(WORK REQUIRED):
Copy out all the data, word for word.

(RECORDS PROVIDED):
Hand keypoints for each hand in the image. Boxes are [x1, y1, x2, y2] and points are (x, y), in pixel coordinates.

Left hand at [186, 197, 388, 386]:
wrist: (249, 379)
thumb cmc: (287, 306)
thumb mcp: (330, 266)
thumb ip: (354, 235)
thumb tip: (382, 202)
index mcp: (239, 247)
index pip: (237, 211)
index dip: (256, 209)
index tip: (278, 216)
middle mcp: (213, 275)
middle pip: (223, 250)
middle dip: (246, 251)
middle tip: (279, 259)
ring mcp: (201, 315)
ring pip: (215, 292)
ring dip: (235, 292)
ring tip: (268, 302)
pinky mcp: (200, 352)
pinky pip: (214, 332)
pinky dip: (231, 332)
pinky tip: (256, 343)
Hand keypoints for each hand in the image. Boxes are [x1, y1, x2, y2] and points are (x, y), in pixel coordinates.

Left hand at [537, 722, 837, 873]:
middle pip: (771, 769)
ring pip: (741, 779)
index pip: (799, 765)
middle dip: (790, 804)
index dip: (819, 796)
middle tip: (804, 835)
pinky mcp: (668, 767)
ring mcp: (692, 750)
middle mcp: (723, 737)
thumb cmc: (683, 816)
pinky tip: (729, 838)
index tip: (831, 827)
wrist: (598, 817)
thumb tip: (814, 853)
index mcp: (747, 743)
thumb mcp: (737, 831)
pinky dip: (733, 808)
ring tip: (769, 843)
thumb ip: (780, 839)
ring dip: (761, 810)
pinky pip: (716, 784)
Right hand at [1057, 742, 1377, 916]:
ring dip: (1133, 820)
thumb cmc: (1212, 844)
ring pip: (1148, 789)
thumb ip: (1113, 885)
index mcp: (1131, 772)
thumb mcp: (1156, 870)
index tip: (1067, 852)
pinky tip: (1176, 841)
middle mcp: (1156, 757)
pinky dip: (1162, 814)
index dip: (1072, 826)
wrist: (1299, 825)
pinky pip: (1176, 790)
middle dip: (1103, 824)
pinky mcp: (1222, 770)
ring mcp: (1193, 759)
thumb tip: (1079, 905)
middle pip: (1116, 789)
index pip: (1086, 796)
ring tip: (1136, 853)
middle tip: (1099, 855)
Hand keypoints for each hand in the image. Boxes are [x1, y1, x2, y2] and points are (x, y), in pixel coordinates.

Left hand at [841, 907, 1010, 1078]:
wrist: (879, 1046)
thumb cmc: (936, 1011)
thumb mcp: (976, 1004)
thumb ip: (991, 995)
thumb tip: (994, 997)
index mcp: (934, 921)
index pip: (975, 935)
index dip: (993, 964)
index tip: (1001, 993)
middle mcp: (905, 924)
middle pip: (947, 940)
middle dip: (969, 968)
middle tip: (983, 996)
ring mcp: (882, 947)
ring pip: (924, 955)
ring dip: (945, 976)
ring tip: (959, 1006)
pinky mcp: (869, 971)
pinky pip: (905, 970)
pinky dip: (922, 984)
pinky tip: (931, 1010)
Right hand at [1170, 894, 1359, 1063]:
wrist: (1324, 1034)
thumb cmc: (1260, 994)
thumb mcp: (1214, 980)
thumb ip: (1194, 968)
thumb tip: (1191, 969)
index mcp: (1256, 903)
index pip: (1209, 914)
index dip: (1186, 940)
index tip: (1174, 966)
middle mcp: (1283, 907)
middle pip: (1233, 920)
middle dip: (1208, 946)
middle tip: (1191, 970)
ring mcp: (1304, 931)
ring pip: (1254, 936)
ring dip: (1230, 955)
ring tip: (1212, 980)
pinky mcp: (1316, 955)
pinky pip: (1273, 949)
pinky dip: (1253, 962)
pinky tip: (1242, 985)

(FINISHED EXERCISE):
Hand keypoints for each hand in the image. Boxes are [x1, y1, x2, y2] and points are (x, y), in pixel coordinates.

Left hand at [186, 197, 388, 386]:
wrist: (249, 379)
thumb cmc: (287, 306)
thumb mcp: (330, 266)
thumb ip: (354, 235)
thumb tip: (382, 202)
index mcp: (239, 247)
index pip: (237, 211)
index dip: (256, 209)
index tip: (278, 216)
middle mcp: (213, 275)
middle pip: (223, 250)
middle dip: (246, 251)
middle tip: (279, 259)
ring mcp: (201, 315)
ring pip: (215, 292)
ring dip: (235, 292)
ring tip: (268, 302)
pinky mcp: (200, 352)
pinky pip: (214, 332)
pinky dip: (231, 332)
pinky tip: (256, 343)
Hand keypoints for each hand in the image. Boxes are [x1, y1, x2, y2] and points are (x, y), in pixel coordinates.

Left hand at [537, 722, 837, 873]:
middle pip: (771, 769)
ring pip: (741, 779)
index pip: (799, 765)
middle dip: (790, 804)
index dip: (819, 796)
middle tip: (804, 835)
pinky mcp: (668, 767)
ring mcp: (692, 750)
middle mcp: (723, 737)
thumb cmc: (683, 816)
pinky tip: (729, 838)
index tip: (831, 827)
wrist: (598, 817)
thumb tip: (814, 853)
index mcp: (747, 743)
thumb mcp: (737, 831)
pinky dip: (733, 808)
ring tip: (769, 843)
thumb ip: (780, 839)
ring dip: (761, 810)
pinky pip: (716, 784)
Right hand at [1057, 742, 1377, 916]:
ring dip: (1133, 820)
thumb cmc: (1212, 844)
ring pip: (1148, 789)
thumb ip: (1113, 885)
index mcp: (1131, 772)
thumb mcp: (1156, 870)
index tip: (1067, 852)
pinky tip: (1176, 841)
middle mcp: (1156, 757)
pinky dip: (1162, 814)
index dip: (1072, 826)
wrist: (1299, 825)
pinky pip: (1176, 790)
middle dip: (1103, 824)
pinky mcp: (1222, 770)
ring mcp: (1193, 759)
thumb tip: (1079, 905)
middle pip: (1116, 789)
index pip: (1086, 796)
ring tip: (1136, 853)
middle tip: (1099, 855)
Hand keypoints for each hand in the image. Boxes are [x1, y1, x2, y2] and points are (x, y), in pixel coordinates.

Left hand at [841, 907, 1010, 1078]:
wrist: (879, 1046)
thumb cmc: (936, 1011)
thumb mcp: (976, 1004)
thumb ip: (991, 995)
thumb tip: (994, 997)
index mcp: (934, 921)
index pip: (975, 935)
index dip: (993, 964)
index tip: (1001, 993)
middle mcp: (905, 924)
middle pip: (947, 940)
middle dip: (969, 968)
middle tip: (983, 996)
ring mcp: (882, 947)
ring pip: (924, 955)
ring dip: (945, 976)
ring tip: (959, 1006)
pinky mcp: (869, 971)
pinky pip: (905, 970)
pinky dip: (922, 984)
pinky tip: (931, 1010)
Right hand at [1170, 894, 1359, 1063]:
wrist: (1324, 1034)
thumb cmc: (1260, 994)
thumb mcp: (1214, 980)
thumb ip: (1194, 968)
thumb tip: (1191, 969)
index mcp: (1256, 903)
index pip: (1209, 914)
index dip: (1186, 940)
index tip: (1174, 966)
middle mcp: (1283, 907)
middle pip: (1233, 920)
middle dip: (1208, 946)
middle tip: (1191, 970)
ring mcp: (1304, 931)
ring pip: (1254, 936)
ring dip: (1230, 955)
ring tip: (1212, 980)
pinky mcp: (1316, 955)
pinky pip: (1273, 949)
pinky dip: (1253, 962)
pinky tip: (1242, 985)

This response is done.